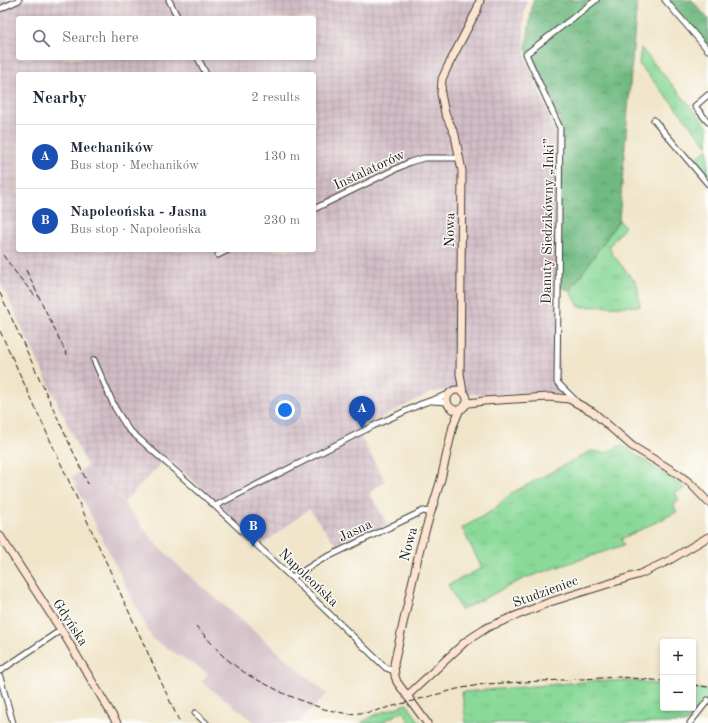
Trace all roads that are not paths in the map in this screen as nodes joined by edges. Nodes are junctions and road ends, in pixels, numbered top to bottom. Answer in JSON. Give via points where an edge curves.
{"nodes":[{"id":1,"x":19,"y":0,"type":"edge"},
{"id":2,"x":169,"y":0,"type":"edge"},
{"id":3,"x":480,"y":0,"type":"edge"},
{"id":4,"x":596,"y":0,"type":"edge"},
{"id":5,"x":665,"y":0,"type":"edge"},
{"id":6,"x":0,"y":9,"type":"edge"},
{"id":7,"x":177,"y":16,"type":"edge"},
{"id":8,"x":708,"y":50,"type":"edge"},
{"id":9,"x":199,"y":60,"type":"edge"},
{"id":10,"x":205,"y":72,"type":"edge"},
{"id":11,"x":708,"y":95,"type":"edge"},
{"id":12,"x":654,"y":120,"type":"dead end"},
{"id":13,"x":708,"y":122,"type":"edge"},
{"id":14,"x":460,"y":158,"type":"junction"},
{"id":15,"x":708,"y":184,"type":"edge"},
{"id":16,"x":316,"y":208,"type":"edge"},
{"id":17,"x":224,"y":252,"type":"edge"},
{"id":18,"x":218,"y":255,"type":"dead end"},
{"id":19,"x":94,"y":360,"type":"dead end"},
{"id":20,"x":460,"y":374,"type":"junction"},
{"id":21,"x":452,"y":392,"type":"junction"},
{"id":22,"x":465,"y":394,"type":"junction"},
{"id":23,"x":431,"y":401,"type":"junction"},
{"id":24,"x":484,"y":401,"type":"junction"},
{"id":25,"x":578,"y":403,"type":"junction"},
{"id":26,"x":450,"y":405,"type":"junction"},
{"id":27,"x":463,"y":407,"type":"junction"},
{"id":28,"x":453,"y":426,"type":"junction"},
{"id":29,"x":708,"y":502,"type":"edge"},
{"id":30,"x":215,"y":506,"type":"junction"},
{"id":31,"x":431,"y":512,"type":"junction"},
{"id":32,"x":0,"y":536,"type":"edge"},
{"id":33,"x":708,"y":537,"type":"edge"},
{"id":34,"x":292,"y":578,"type":"junction"},
{"id":35,"x":61,"y":630,"type":"junction"},
{"id":36,"x":0,"y":671,"type":"edge"},
{"id":37,"x":394,"y":671,"type":"junction"},
{"id":38,"x":0,"y":677,"type":"edge"},
{"id":39,"x":407,"y":696,"type":"junction"},
{"id":40,"x":708,"y":700,"type":"edge"},
{"id":41,"x":194,"y":713,"type":"dead end"},
{"id":42,"x":13,"y":723,"type":"edge"},
{"id":43,"x":117,"y":723,"type":"edge"},
{"id":44,"x":206,"y":723,"type":"edge"},
{"id":45,"x":427,"y":723,"type":"edge"},
{"id":46,"x":690,"y":723,"type":"edge"}],
"edges":[{"from":1,"to":6,"type":"street"},
{"from":2,"to":7,"type":"street"},
{"from":3,"to":14,"type":"street","name":"Nowa","via":[[447,68],[441,87],[442,104],[455,135]]},
{"from":4,"to":25,"type":"street","name":"Danuty Siedzikówny „Inki”","via":[[526,54],[560,128],[556,382]]},
{"from":5,"to":8,"type":"street"},
{"from":9,"to":10,"type":"street"},
{"from":11,"to":13,"type":"street","via":[[695,106]]},
{"from":12,"to":15,"type":"street"},
{"from":14,"to":16,"type":"street","name":"Instalatorów","via":[[424,158],[410,162]]},
{"from":14,"to":20,"type":"street","name":"Nowa","via":[[463,182]]},
{"from":17,"to":18,"type":"street"},
{"from":19,"to":30,"type":"street","name":"Napoleońska","via":[[115,408],[128,429]]},
{"from":20,"to":21,"type":"street","name":"Nowa"},
{"from":20,"to":22,"type":"street","name":"Nowa"},
{"from":21,"to":22,"type":"street","via":[[459,390]]},
{"from":21,"to":23,"type":"street"},
{"from":21,"to":26,"type":"street"},
{"from":22,"to":24,"type":"street"},
{"from":22,"to":27,"type":"street","via":[[467,400]]},
{"from":23,"to":26,"type":"street"},
{"from":23,"to":30,"type":"street","via":[[373,426]]},
{"from":24,"to":25,"type":"street","via":[[549,397],[565,398]]},
{"from":24,"to":27,"type":"street","via":[[469,403]]},
{"from":25,"to":29,"type":"street","via":[[593,412],[632,446],[690,483]]},
{"from":26,"to":27,"type":"street"},
{"from":26,"to":28,"type":"street","name":"Nowa"},
{"from":27,"to":28,"type":"street","name":"Nowa"},
{"from":28,"to":31,"type":"street","name":"Nowa"},
{"from":30,"to":34,"type":"street","name":"Napoleońska"},
{"from":31,"to":34,"type":"street","name":"Jasna","via":[[423,511],[319,561]]},
{"from":31,"to":37,"type":"street","name":"Nowa","via":[[415,568]]},
{"from":32,"to":35,"type":"street","name":"Gdyńska"},
{"from":33,"to":39,"type":"street","name":"Studzieniec","via":[[640,574],[550,602],[488,627],[465,642]]},
{"from":34,"to":37,"type":"street","name":"Napoleońska","via":[[386,668]]},
{"from":35,"to":36,"type":"street"},
{"from":35,"to":43,"type":"street","name":"Gdyńska"},
{"from":37,"to":39,"type":"street","via":[[397,682]]},
{"from":38,"to":42,"type":"street"},
{"from":39,"to":45,"type":"street"},
{"from":40,"to":46,"type":"street"},
{"from":41,"to":44,"type":"street"}]}
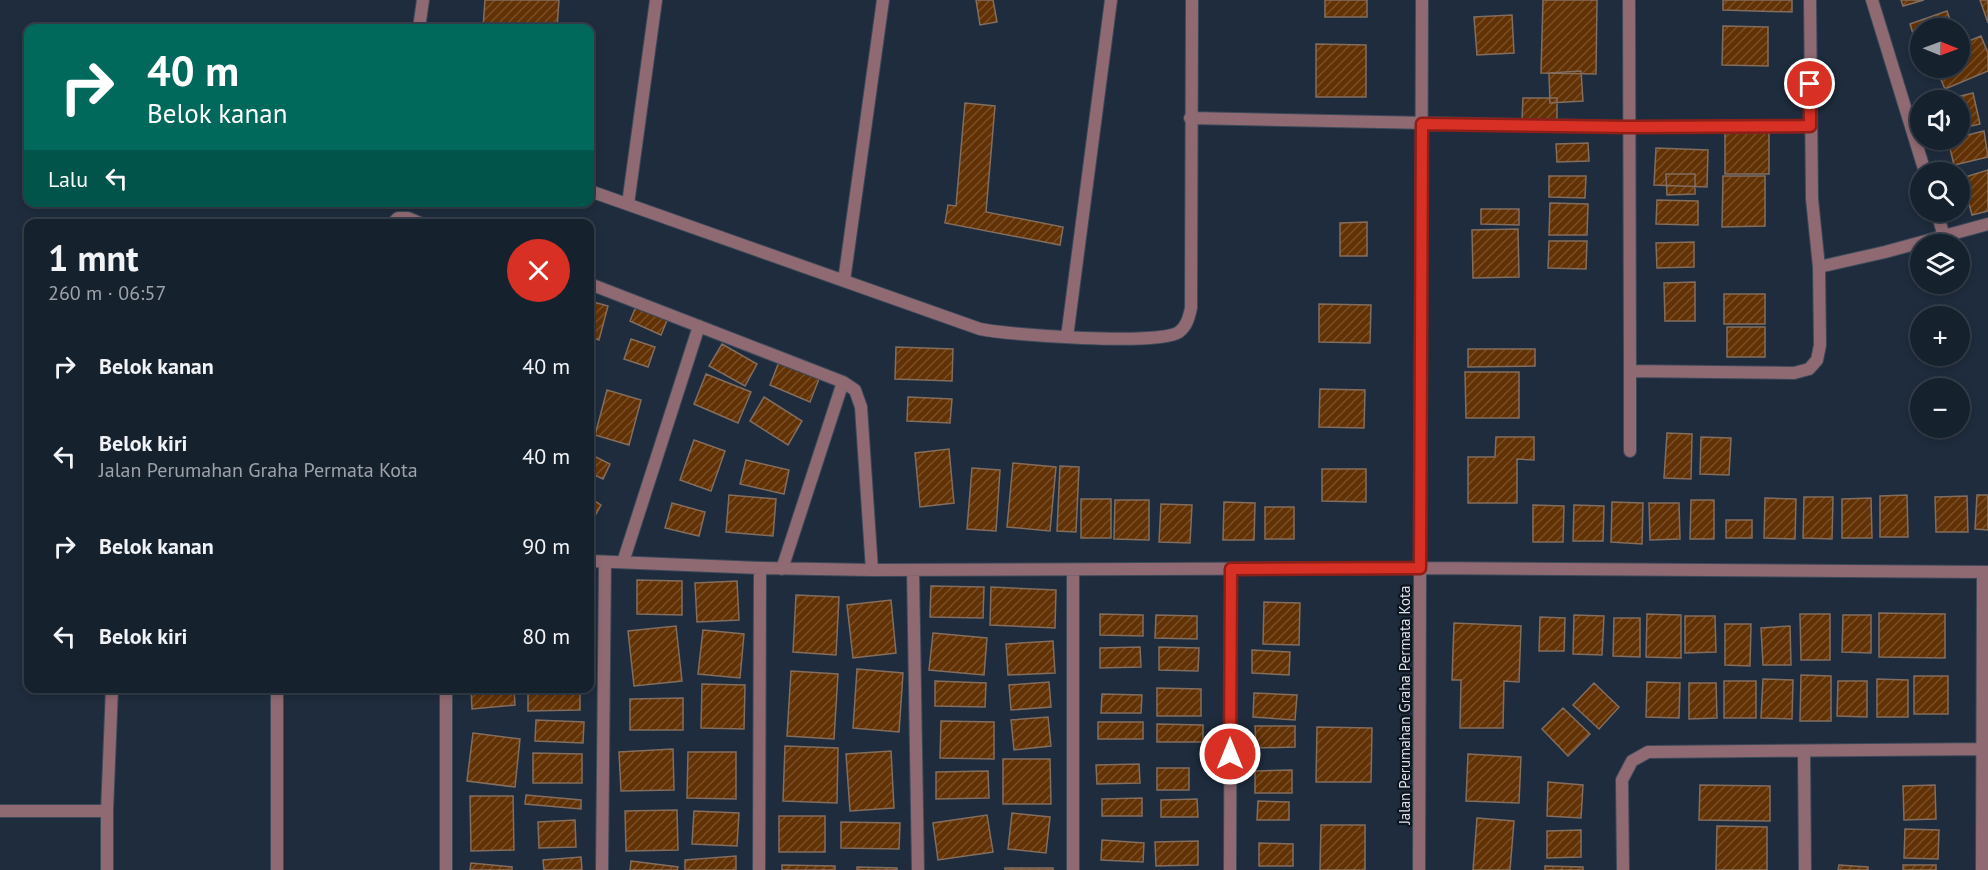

Task statement:
Give the entries above again word for word, without the pictures.

Result for this task:
Trace all roads that are not paths in the map in this screen as nodes joined by edges. Nodes are junctions and road ends, in pixels, numbered top to bottom. Answer in JSON. Give via points where an edge curves.
{"nodes":[{"id":1,"x":19,"y":0,"type":"edge"},
{"id":2,"x":169,"y":0,"type":"edge"},
{"id":3,"x":480,"y":0,"type":"edge"},
{"id":4,"x":596,"y":0,"type":"edge"},
{"id":5,"x":665,"y":0,"type":"edge"},
{"id":6,"x":0,"y":9,"type":"edge"},
{"id":7,"x":177,"y":16,"type":"edge"},
{"id":8,"x":708,"y":50,"type":"edge"},
{"id":9,"x":199,"y":60,"type":"edge"},
{"id":10,"x":205,"y":72,"type":"edge"},
{"id":11,"x":708,"y":95,"type":"edge"},
{"id":12,"x":654,"y":120,"type":"dead end"},
{"id":13,"x":708,"y":122,"type":"edge"},
{"id":14,"x":460,"y":158,"type":"junction"},
{"id":15,"x":708,"y":184,"type":"edge"},
{"id":16,"x":316,"y":208,"type":"edge"},
{"id":17,"x":224,"y":252,"type":"edge"},
{"id":18,"x":218,"y":255,"type":"dead end"},
{"id":19,"x":94,"y":360,"type":"dead end"},
{"id":20,"x":460,"y":374,"type":"junction"},
{"id":21,"x":452,"y":392,"type":"junction"},
{"id":22,"x":465,"y":394,"type":"junction"},
{"id":23,"x":431,"y":401,"type":"junction"},
{"id":24,"x":484,"y":401,"type":"junction"},
{"id":25,"x":578,"y":403,"type":"junction"},
{"id":26,"x":450,"y":405,"type":"junction"},
{"id":27,"x":463,"y":407,"type":"junction"},
{"id":28,"x":453,"y":426,"type":"junction"},
{"id":29,"x":708,"y":502,"type":"edge"},
{"id":30,"x":215,"y":506,"type":"junction"},
{"id":31,"x":431,"y":512,"type":"junction"},
{"id":32,"x":0,"y":536,"type":"edge"},
{"id":33,"x":708,"y":537,"type":"edge"},
{"id":34,"x":292,"y":578,"type":"junction"},
{"id":35,"x":61,"y":630,"type":"junction"},
{"id":36,"x":0,"y":671,"type":"edge"},
{"id":37,"x":394,"y":671,"type":"junction"},
{"id":38,"x":0,"y":677,"type":"edge"},
{"id":39,"x":407,"y":696,"type":"junction"},
{"id":40,"x":708,"y":700,"type":"edge"},
{"id":41,"x":194,"y":713,"type":"dead end"},
{"id":42,"x":13,"y":723,"type":"edge"},
{"id":43,"x":117,"y":723,"type":"edge"},
{"id":44,"x":206,"y":723,"type":"edge"},
{"id":45,"x":427,"y":723,"type":"edge"},
{"id":46,"x":690,"y":723,"type":"edge"}],
"edges":[{"from":1,"to":6,"type":"street"},
{"from":2,"to":7,"type":"street"},
{"from":3,"to":14,"type":"street","name":"Nowa","via":[[447,68],[441,87],[442,104],[455,135]]},
{"from":4,"to":25,"type":"street","name":"Danuty Siedzikówny „Inki”","via":[[526,54],[560,128],[556,382]]},
{"from":5,"to":8,"type":"street"},
{"from":9,"to":10,"type":"street"},
{"from":11,"to":13,"type":"street","via":[[695,106]]},
{"from":12,"to":15,"type":"street"},
{"from":14,"to":16,"type":"street","name":"Instalatorów","via":[[424,158],[410,162]]},
{"from":14,"to":20,"type":"street","name":"Nowa","via":[[463,182]]},
{"from":17,"to":18,"type":"street"},
{"from":19,"to":30,"type":"street","name":"Napoleońska","via":[[115,408],[128,429]]},
{"from":20,"to":21,"type":"street","name":"Nowa"},
{"from":20,"to":22,"type":"street","name":"Nowa"},
{"from":21,"to":22,"type":"street","via":[[459,390]]},
{"from":21,"to":23,"type":"street"},
{"from":21,"to":26,"type":"street"},
{"from":22,"to":24,"type":"street"},
{"from":22,"to":27,"type":"street","via":[[467,400]]},
{"from":23,"to":26,"type":"street"},
{"from":23,"to":30,"type":"street","via":[[373,426]]},
{"from":24,"to":25,"type":"street","via":[[549,397],[565,398]]},
{"from":24,"to":27,"type":"street","via":[[469,403]]},
{"from":25,"to":29,"type":"street","via":[[593,412],[632,446],[690,483]]},
{"from":26,"to":27,"type":"street"},
{"from":26,"to":28,"type":"street","name":"Nowa"},
{"from":27,"to":28,"type":"street","name":"Nowa"},
{"from":28,"to":31,"type":"street","name":"Nowa"},
{"from":30,"to":34,"type":"street","name":"Napoleońska"},
{"from":31,"to":34,"type":"street","name":"Jasna","via":[[423,511],[319,561]]},
{"from":31,"to":37,"type":"street","name":"Nowa","via":[[415,568]]},
{"from":32,"to":35,"type":"street","name":"Gdyńska"},
{"from":33,"to":39,"type":"street","name":"Studzieniec","via":[[640,574],[550,602],[488,627],[465,642]]},
{"from":34,"to":37,"type":"street","name":"Napoleońska","via":[[386,668]]},
{"from":35,"to":36,"type":"street"},
{"from":35,"to":43,"type":"street","name":"Gdyńska"},
{"from":37,"to":39,"type":"street","via":[[397,682]]},
{"from":38,"to":42,"type":"street"},
{"from":39,"to":45,"type":"street"},
{"from":40,"to":46,"type":"street"},
{"from":41,"to":44,"type":"street"}]}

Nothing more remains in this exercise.